The Old Port Tavern on Moulton Street will close its doors on Saturday night, New Year’s Eve, ending a 50-year stay in the heart of a waterfront district known for its lively nightlife and plethora of dining options.

Housed in the basement of the historic Mariners Church Building, the Old Port Tavern opened as a restaurant and bar in 1973. Richard Herrera, 71, and his business partner, Charlie McGee, 75, have operated the tavern for five decades, but have decided to retire after the business serves its last round of drinks Saturday night.

A History of Maine Restaurant Unionization

The Maine chapter of the AFL-CIO has taken a look at the history of restaurant union organization in Maine.

As early as the 1890s, Maine restaurant and hotel workers began organizing and forming worker organization known as “labor and benefit” orders, according to labor historian Charlie Scontras. In 1919, members of the Hotel and Restaurant Employees’ International Alliance and Bartenders’ International League of America (HERE) established locals in Augusta and Portland. Then in 1928, the Portland local brought HERE’s international president, Edward Flore, and an organizer to the city where they reportedly “met with good success, adding several new houses to the fair list and strengthening the Local.”

The History of Whip and Spoon

Today’s Maine Sunday Telegram delves into the history of Whip and Spoon, a kitchen supply store that operated in Portland for nearly a quarter of a century.

Fifty years ago this month, two transplants from Washington, D.C., started a business that became the Whip and Spoon – a Portland kitchen shop that would flourish in tandem with the country’s growing interest in cooking and entertaining. During their nearly two-and-a-half decades in business, the couple’s store supplied Mainers with the means to upgrade their eating and drinking at home.

An Oral History of Beetle’s Lunch with Cheryl Lewis & Norine Kotts

Back before they moved to Portland and opened Cafe Always and went on to found Aurora Provisions and help launch El Rayo, Cheryl Lewis and Norine Kotts were part of the team that opened the Beetle’s Lunch in Allston. Professor Janice Irvine at University of Massachusetts has recorded and published this oral history interview with Kotts and Lewis about those early days.

But first there was Beetle’s Lunch! Before moving to Portland, Lewis and Kotts were two of the four lesbian co-founders of Beetle’s Lunch in 1982, a café in Allston, Massachusetts. Known as a queer-punk space also welcoming of locals, Beetle’s was named the”1983 Best Punk Restaurant” by Boston magazine.

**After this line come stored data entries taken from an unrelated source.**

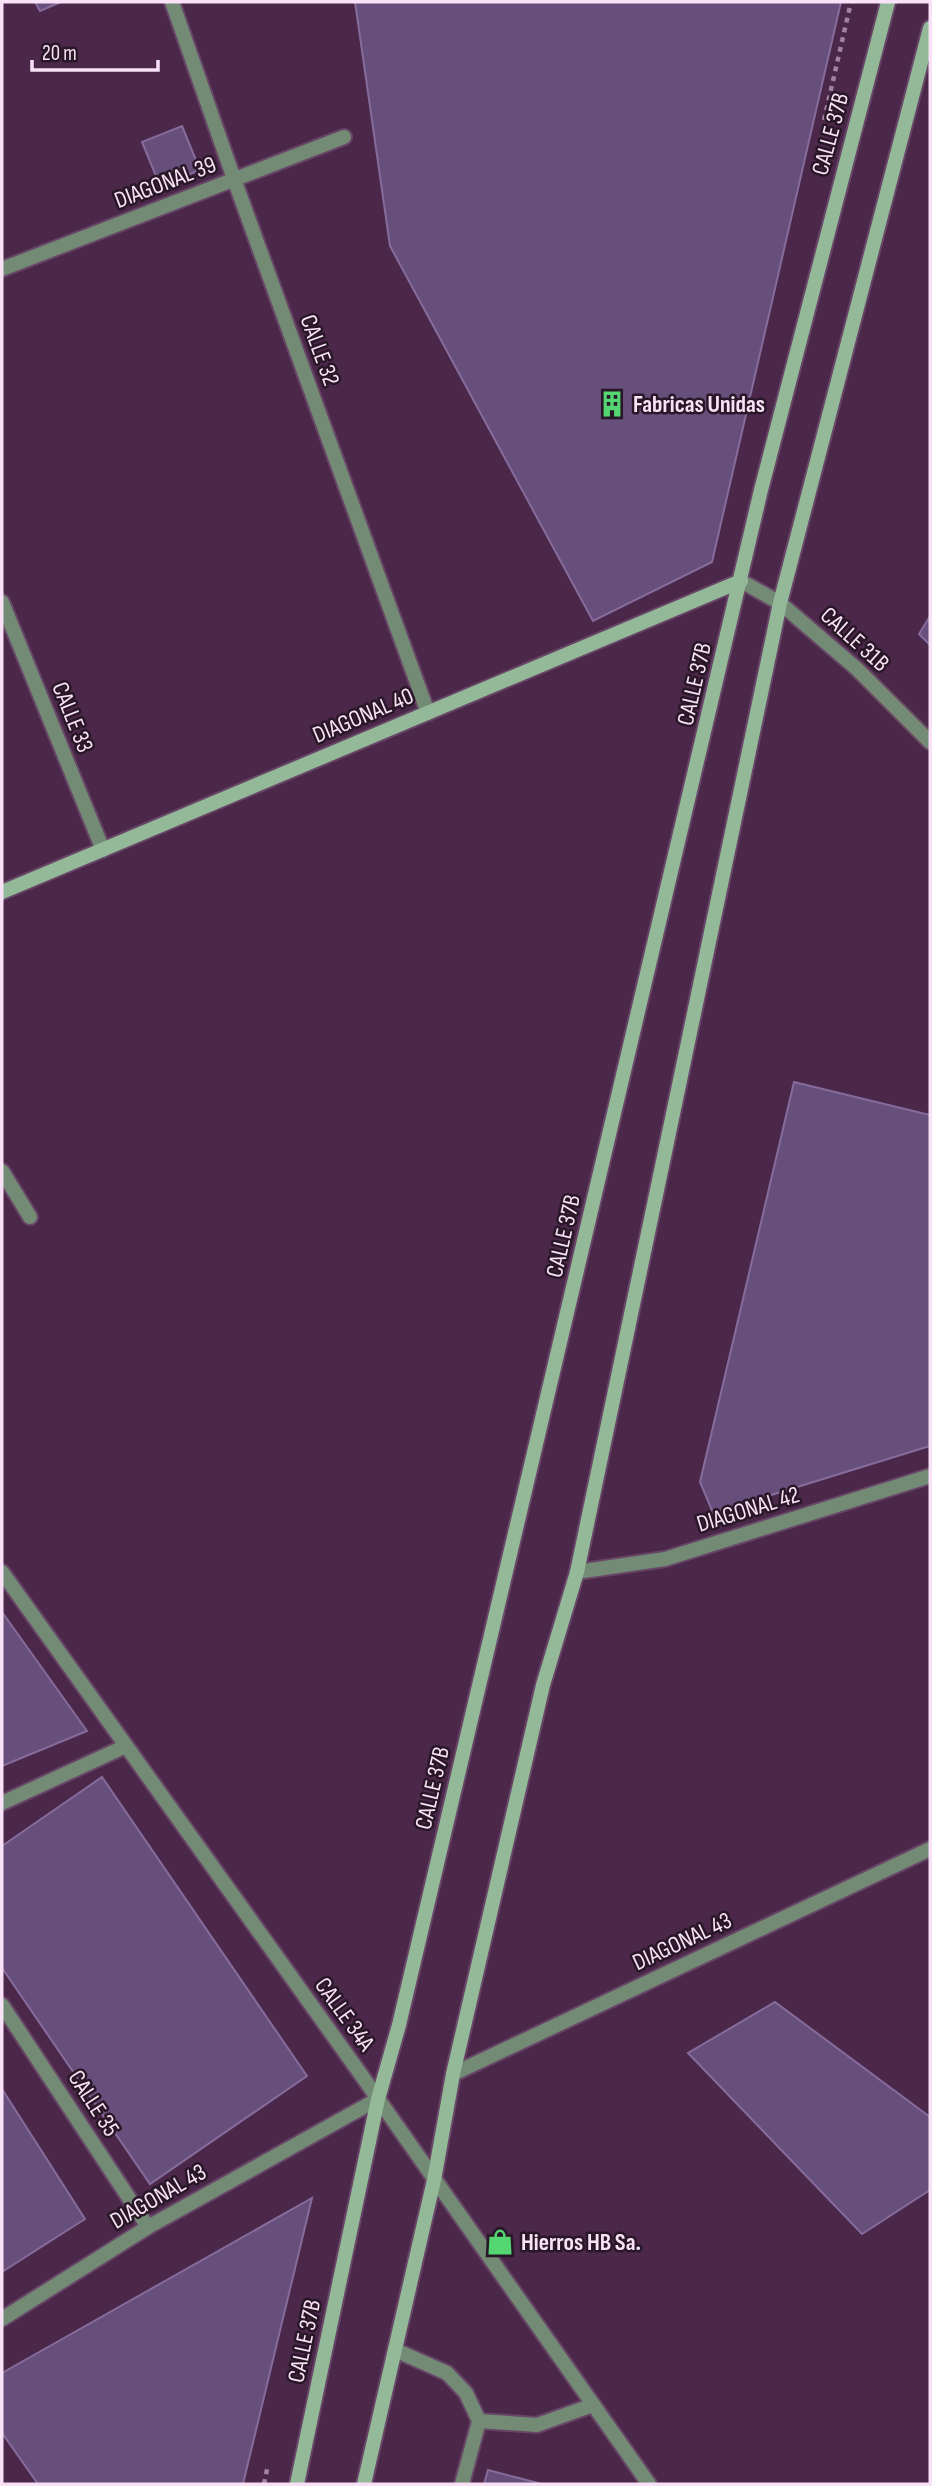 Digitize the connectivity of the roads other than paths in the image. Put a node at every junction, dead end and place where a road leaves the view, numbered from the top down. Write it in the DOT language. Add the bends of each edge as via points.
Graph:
graph roads {
  1 [pos="172,2"];
  2 [pos="888,2"];
  3 [pos="930,28"];
  4 [pos="344,137"];
  5 [pos="234,179"];
  6 [pos="2,269"];
  7 [pos="741,581"];
  8 [pos="2,602"];
  9 [pos="779,603"];
  10 [pos="428,713"];
  11 [pos="930,742"];
  12 [pos="103,850"];
  13 [pos="2,892"];
  14 [pos="2,1171"];
  15 [pos="30,1217"];
  16 [pos="930,1476"];
  17 [pos="2,1572"];
  18 [pos="577,1572"];
  19 [pos="126,1746"];
  20 [pos="2,1803"];
  21 [pos="930,1849"];
  22 [pos="2,2005"];
  23 [pos="453,2074"];
  24 [pos="378,2099"];
  25 [pos="434,2180"];
  26 [pos="148,2227"];
  27 [pos="2,2319"];
  28 [pos="395,2350"];
  29 [pos="593,2405"];
  30 [pos="479,2421"];
  31 [pos="297,2484"];
  32 [pos="363,2484"];
  33 [pos="462,2484"];
  34 [pos="649,2484"];
  1 -- 5 [label="street, CALLE 32"];
  2 -- 7 [label="main road, CALLE 37B"];
  3 -- 9 [label="main road"];
  4 -- 5 [label="street, DIAGONAL 39"];
  5 -- 6 [label="street, DIAGONAL 39"];
  5 -- 10 [label="street, CALLE 32"];
  7 -- 9 [label="street, CALLE 31B"];
  7 -- 10 [label="main road, DIAGONAL 40"];
  7 -- 24 [label="main road, CALLE 37B"];
  8 -- 12 [label="street, CALLE 33"];
  9 -- 11 [label="street, CALLE 31B" via="857,669"];
  9 -- 18 [label="main road"];
  10 -- 12 [label="main road, DIAGONAL 40"];
  12 -- 13 [label="main road, DIAGONAL 40"];
  14 -- 15 [label="street"];
  16 -- 18 [label="street, DIAGONAL 42" via="664,1559"];
  17 -- 19 [label="street, CALLE 34A"];
  18 -- 23 [label="main road" via="543,1685"];
  19 -- 20 [label="street"];
  19 -- 24 [label="street, CALLE 34A"];
  21 -- 23 [label="street, DIAGONAL 43"];
  22 -- 26 [label="street, CALLE 35"];
  23 -- 25 [label="main road"];
  24 -- 25 [label="street, CALLE 34A"];
  24 -- 26 [label="street, DIAGONAL 43"];
  24 -- 31 [label="main road, CALLE 37B"];
  25 -- 28 [label="main road"];
  25 -- 29 [label="street, CALLE 34A"];
  26 -- 27 [label="street, DIAGONAL 43"];
  28 -- 30 [label="street" via="447,2373 466,2393"];
  28 -- 32 [label="main road"];
  29 -- 30 [label="street" via="537,2425"];
  29 -- 34 [label="street, CALLE 34A"];
  30 -- 33 [label="street"];
} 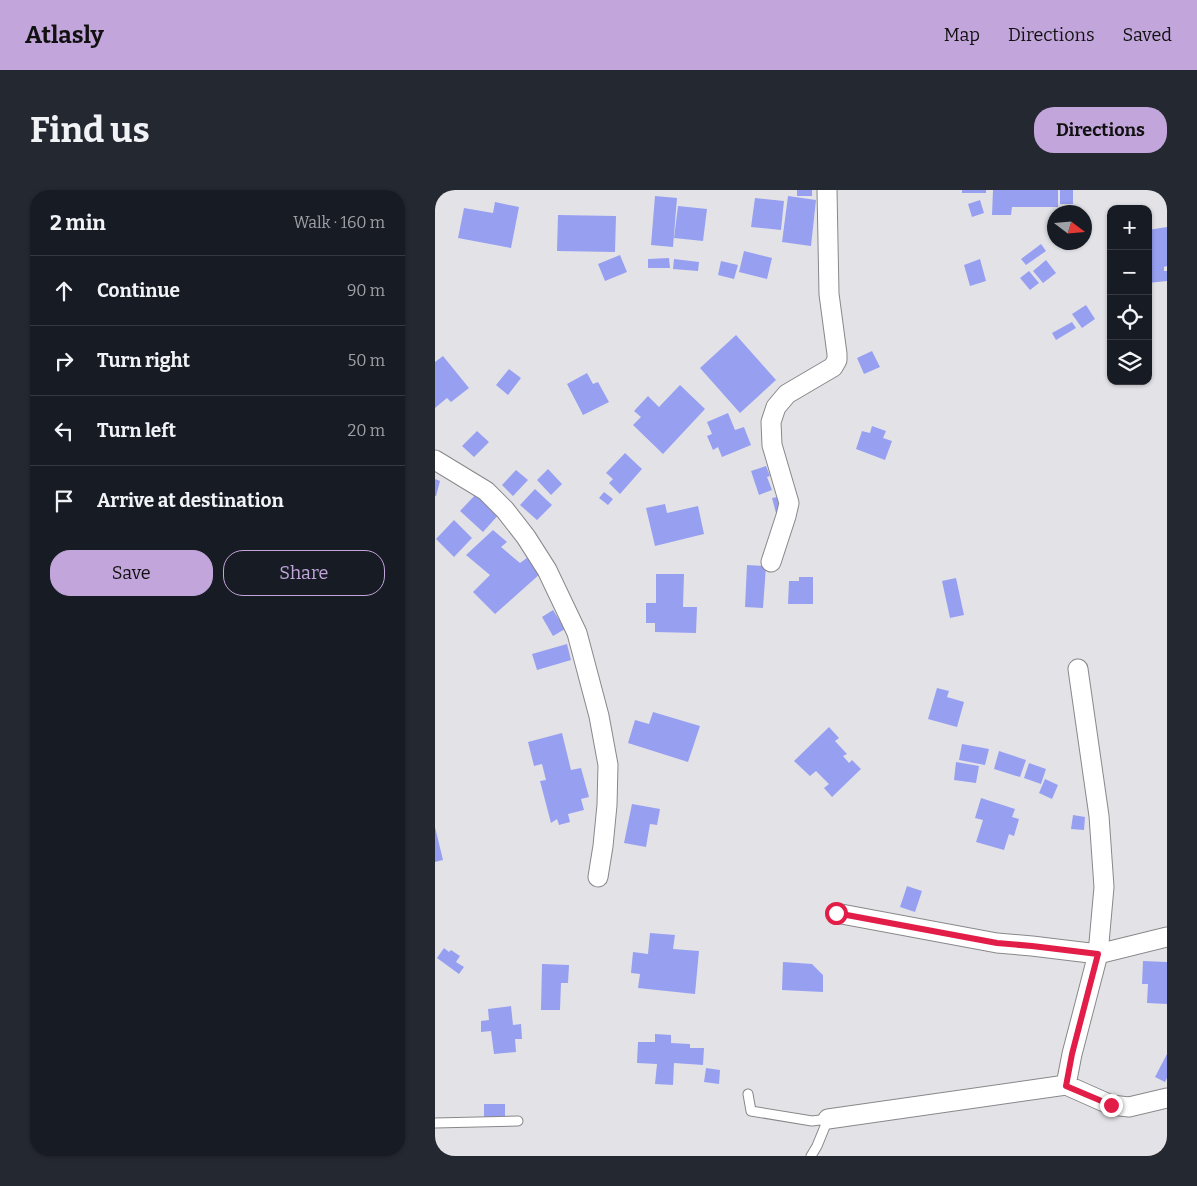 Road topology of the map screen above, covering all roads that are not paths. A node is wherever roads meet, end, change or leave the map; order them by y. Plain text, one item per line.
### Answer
1 (827, 190) edge
2 (435, 460) edge
3 (771, 562) dead end
4 (1078, 669) dead end
5 (599, 877) dead end
6 (836, 913) dead end
7 (1167, 937) edge
8 (1098, 954) junction
9 (1066, 1086) junction
10 (748, 1094) dead end
11 (1167, 1098) edge
12 (828, 1119) junction
13 (518, 1121) dead end
14 (435, 1123) edge
15 (811, 1156) edge

1 - 3 street
2 - 5 street
4 - 8 street
6 - 8 street
7 - 8 street
8 - 9 street
9 - 11 street
9 - 12 street
10 - 12 lane
12 - 15 lane
13 - 14 lane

I lived a block away from Beetle’s during that time, while a graduate student at Brandeis University, and frequented the café several times. Almost four decades later, I moved to Portland from Massachusetts. Serendipitously, I met Cheryl and Norine at a dinner party. We immediately discovered, and bonded over, our shared history at Beetle’s. As a sociologist, I knew their stories would be those of a radical generation reimagining work, politics, and food. In this oral history, they recount Beetle’s origin story, and the daily pleasures and challenges of launching and running a restaurant (while in their 20s!). More broadly, their stories capture that dynamic historical moment of feminist and queer politics, a nascent food revolution, the emergence of alternative community spaces, and early ‘80s experiments in establishing collective workplaces. This oral history covers the period ca. 1981-83.